__Task details__. Every line of the material below that holds the string "main" should be copied.

*** Source data Section Begins ***

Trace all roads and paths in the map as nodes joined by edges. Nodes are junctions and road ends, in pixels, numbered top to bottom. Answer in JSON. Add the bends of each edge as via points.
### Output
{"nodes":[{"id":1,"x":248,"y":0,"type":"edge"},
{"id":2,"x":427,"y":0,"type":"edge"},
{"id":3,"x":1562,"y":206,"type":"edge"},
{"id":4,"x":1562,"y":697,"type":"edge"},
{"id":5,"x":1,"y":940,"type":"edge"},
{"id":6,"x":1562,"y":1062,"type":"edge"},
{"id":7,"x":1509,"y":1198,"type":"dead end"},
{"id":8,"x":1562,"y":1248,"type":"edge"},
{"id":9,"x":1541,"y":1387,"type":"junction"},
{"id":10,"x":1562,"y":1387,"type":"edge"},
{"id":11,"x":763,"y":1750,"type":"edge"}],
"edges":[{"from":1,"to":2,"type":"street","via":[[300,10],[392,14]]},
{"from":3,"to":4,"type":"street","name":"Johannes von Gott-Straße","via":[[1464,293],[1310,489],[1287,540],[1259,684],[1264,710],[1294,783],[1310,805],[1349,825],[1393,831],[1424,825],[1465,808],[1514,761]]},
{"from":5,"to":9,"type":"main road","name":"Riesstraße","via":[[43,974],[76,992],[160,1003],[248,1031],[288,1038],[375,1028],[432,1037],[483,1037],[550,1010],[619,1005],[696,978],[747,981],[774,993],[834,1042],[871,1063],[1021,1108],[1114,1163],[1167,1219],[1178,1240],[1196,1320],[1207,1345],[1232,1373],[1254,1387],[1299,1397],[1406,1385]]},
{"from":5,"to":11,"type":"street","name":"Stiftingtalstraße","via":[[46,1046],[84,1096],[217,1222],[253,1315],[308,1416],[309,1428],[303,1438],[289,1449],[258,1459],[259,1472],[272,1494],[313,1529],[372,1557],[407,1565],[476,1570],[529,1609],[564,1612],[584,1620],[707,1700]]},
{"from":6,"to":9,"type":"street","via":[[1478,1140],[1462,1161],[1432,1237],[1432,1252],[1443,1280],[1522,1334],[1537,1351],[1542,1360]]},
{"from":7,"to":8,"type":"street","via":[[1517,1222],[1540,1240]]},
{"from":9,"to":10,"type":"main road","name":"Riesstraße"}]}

*** Source data Section Ends ***

__Answer section__.
{"from":5,"to":9,"type":"main road","name":"Riesstraße","via":[[43,974],[76,992],[160,1003],[248,1031],[288,1038],[375,1028],[432,1037],[483,1037],[550,1010],[619,1005],[696,978],[747,981],[774,993],[834,1042],[871,1063],[1021,1108],[1114,1163],[1167,1219],[1178,1240],[1196,1320],[1207,1345],[1232,1373],[1254,1387],[1299,1397],[1406,1385]]},
{"from":9,"to":10,"type":"main road","name":"Riesstraße"}]}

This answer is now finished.